All of the data below is to be copied exactly.

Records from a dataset
▼
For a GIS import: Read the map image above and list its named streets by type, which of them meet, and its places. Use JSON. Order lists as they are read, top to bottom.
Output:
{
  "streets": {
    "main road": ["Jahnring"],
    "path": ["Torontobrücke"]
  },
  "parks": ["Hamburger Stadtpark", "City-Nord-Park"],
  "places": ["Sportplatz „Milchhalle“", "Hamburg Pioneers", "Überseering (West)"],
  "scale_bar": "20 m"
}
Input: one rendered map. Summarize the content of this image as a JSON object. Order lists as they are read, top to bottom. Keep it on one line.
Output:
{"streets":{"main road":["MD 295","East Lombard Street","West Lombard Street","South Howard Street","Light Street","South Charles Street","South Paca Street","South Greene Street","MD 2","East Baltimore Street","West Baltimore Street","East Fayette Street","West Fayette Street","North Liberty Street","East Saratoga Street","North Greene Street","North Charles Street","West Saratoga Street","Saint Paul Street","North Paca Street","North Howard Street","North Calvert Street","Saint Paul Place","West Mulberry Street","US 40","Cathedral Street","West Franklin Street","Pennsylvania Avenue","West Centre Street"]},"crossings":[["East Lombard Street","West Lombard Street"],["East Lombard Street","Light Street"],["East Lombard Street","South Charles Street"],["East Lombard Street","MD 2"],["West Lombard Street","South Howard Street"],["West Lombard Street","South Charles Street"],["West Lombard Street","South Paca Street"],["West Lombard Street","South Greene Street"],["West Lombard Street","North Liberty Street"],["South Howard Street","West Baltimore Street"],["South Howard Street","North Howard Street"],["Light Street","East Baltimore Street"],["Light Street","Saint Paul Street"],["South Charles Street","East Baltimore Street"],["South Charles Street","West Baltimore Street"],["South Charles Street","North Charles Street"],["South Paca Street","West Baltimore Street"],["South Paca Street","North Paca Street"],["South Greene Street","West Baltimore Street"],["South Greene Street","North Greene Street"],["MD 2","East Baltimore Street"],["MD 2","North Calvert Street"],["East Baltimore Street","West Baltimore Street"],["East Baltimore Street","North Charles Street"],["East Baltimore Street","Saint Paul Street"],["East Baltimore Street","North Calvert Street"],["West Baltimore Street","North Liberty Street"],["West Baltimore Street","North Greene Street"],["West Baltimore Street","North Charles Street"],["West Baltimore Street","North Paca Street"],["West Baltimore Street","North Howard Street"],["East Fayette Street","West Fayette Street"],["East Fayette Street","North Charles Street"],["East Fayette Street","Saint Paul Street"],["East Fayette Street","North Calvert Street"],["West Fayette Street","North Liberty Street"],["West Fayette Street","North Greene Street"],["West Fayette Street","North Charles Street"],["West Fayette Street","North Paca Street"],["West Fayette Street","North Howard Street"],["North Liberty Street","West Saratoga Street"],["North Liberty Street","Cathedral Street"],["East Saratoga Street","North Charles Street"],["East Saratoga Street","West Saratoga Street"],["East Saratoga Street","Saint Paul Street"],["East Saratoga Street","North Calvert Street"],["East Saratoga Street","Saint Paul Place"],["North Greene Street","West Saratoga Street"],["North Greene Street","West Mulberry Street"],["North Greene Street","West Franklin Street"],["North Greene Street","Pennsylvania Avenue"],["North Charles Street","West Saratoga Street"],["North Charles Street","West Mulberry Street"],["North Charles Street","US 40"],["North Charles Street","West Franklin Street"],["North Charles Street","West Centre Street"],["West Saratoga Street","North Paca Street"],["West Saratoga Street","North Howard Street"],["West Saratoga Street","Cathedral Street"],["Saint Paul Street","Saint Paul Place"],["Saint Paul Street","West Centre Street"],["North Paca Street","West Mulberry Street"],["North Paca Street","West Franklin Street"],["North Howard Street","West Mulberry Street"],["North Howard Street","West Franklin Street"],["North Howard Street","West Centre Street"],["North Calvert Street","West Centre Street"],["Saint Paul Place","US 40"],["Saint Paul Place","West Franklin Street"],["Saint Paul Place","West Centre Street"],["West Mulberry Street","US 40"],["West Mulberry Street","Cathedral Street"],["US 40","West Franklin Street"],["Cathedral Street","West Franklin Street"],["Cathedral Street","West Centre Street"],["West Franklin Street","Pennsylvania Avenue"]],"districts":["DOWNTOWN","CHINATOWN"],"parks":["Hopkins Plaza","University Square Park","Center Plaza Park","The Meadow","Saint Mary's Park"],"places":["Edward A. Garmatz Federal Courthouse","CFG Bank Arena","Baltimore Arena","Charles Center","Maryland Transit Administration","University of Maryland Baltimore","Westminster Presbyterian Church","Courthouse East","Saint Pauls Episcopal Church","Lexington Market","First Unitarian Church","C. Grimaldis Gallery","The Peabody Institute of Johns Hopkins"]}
▲
- ANSWER SPACE
For a GIS import: Read the map image above and list its named streets by type, which of them meet, and its places. Use JSON. Order lists as they are read, top to bottom.
Output:
{
  "streets": {
    "main road": ["Jahnring"],
    "path": ["Torontobrücke"]
  },
  "parks": ["Hamburger Stadtpark", "City-Nord-Park"],
  "places": ["Sportplatz „Milchhalle“", "Hamburg Pioneers", "Überseering (West)"],
  "scale_bar": "20 m"
}
Input: one rendered map. Summarize the content of this image as a JSON object. Order lists as they are read, top to bottom. Keep it on one line.
Output:
{"streets":{"main road":["MD 295","East Lombard Street","West Lombard Street","South Howard Street","Light Street","South Charles Street","South Paca Street","South Greene Street","MD 2","East Baltimore Street","West Baltimore Street","East Fayette Street","West Fayette Street","North Liberty Street","East Saratoga Street","North Greene Street","North Charles Street","West Saratoga Street","Saint Paul Street","North Paca Street","North Howard Street","North Calvert Street","Saint Paul Place","West Mulberry Street","US 40","Cathedral Street","West Franklin Street","Pennsylvania Avenue","West Centre Street"]},"crossings":[["East Lombard Street","West Lombard Street"],["East Lombard Street","Light Street"],["East Lombard Street","South Charles Street"],["East Lombard Street","MD 2"],["West Lombard Street","South Howard Street"],["West Lombard Street","South Charles Street"],["West Lombard Street","South Paca Street"],["West Lombard Street","South Greene Street"],["West Lombard Street","North Liberty Street"],["South Howard Street","West Baltimore Street"],["South Howard Street","North Howard Street"],["Light Street","East Baltimore Street"],["Light Street","Saint Paul Street"],["South Charles Street","East Baltimore Street"],["South Charles Street","West Baltimore Street"],["South Charles Street","North Charles Street"],["South Paca Street","West Baltimore Street"],["South Paca Street","North Paca Street"],["South Greene Street","West Baltimore Street"],["South Greene Street","North Greene Street"],["MD 2","East Baltimore Street"],["MD 2","North Calvert Street"],["East Baltimore Street","West Baltimore Street"],["East Baltimore Street","North Charles Street"],["East Baltimore Street","Saint Paul Street"],["East Baltimore Street","North Calvert Street"],["West Baltimore Street","North Liberty Street"],["West Baltimore Street","North Greene Street"],["West Baltimore Street","North Charles Street"],["West Baltimore Street","North Paca Street"],["West Baltimore Street","North Howard Street"],["East Fayette Street","West Fayette Street"],["East Fayette Street","North Charles Street"],["East Fayette Street","Saint Paul Street"],["East Fayette Street","North Calvert Street"],["West Fayette Street","North Liberty Street"],["West Fayette Street","North Greene Street"],["West Fayette Street","North Charles Street"],["West Fayette Street","North Paca Street"],["West Fayette Street","North Howard Street"],["North Liberty Street","West Saratoga Street"],["North Liberty Street","Cathedral Street"],["East Saratoga Street","North Charles Street"],["East Saratoga Street","West Saratoga Street"],["East Saratoga Street","Saint Paul Street"],["East Saratoga Street","North Calvert Street"],["East Saratoga Street","Saint Paul Place"],["North Greene Street","West Saratoga Street"],["North Greene Street","West Mulberry Street"],["North Greene Street","West Franklin Street"],["North Greene Street","Pennsylvania Avenue"],["North Charles Street","West Saratoga Street"],["North Charles Street","West Mulberry Street"],["North Charles Street","US 40"],["North Charles Street","West Franklin Street"],["North Charles Street","West Centre Street"],["West Saratoga Street","North Paca Street"],["West Saratoga Street","North Howard Street"],["West Saratoga Street","Cathedral Street"],["Saint Paul Street","Saint Paul Place"],["Saint Paul Street","West Centre Street"],["North Paca Street","West Mulberry Street"],["North Paca Street","West Franklin Street"],["North Howard Street","West Mulberry Street"],["North Howard Street","West Franklin Street"],["North Howard Street","West Centre Street"],["North Calvert Street","West Centre Street"],["Saint Paul Place","US 40"],["Saint Paul Place","West Franklin Street"],["Saint Paul Place","West Centre Street"],["West Mulberry Street","US 40"],["West Mulberry Street","Cathedral Street"],["US 40","West Franklin Street"],["Cathedral Street","West Franklin Street"],["Cathedral Street","West Centre Street"],["West Franklin Street","Pennsylvania Avenue"]],"districts":["DOWNTOWN","CHINATOWN"],"parks":["Hopkins Plaza","University Square Park","Center Plaza Park","The Meadow","Saint Mary's Park"],"places":["Edward A. Garmatz Federal Courthouse","CFG Bank Arena","Baltimore Arena","Charles Center","Maryland Transit Administration","University of Maryland Baltimore","Westminster Presbyterian Church","Courthouse East","Saint Pauls Episcopal Church","Lexington Market","First Unitarian Church","C. Grimaldis Gallery","The Peabody Institute of Johns Hopkins"]}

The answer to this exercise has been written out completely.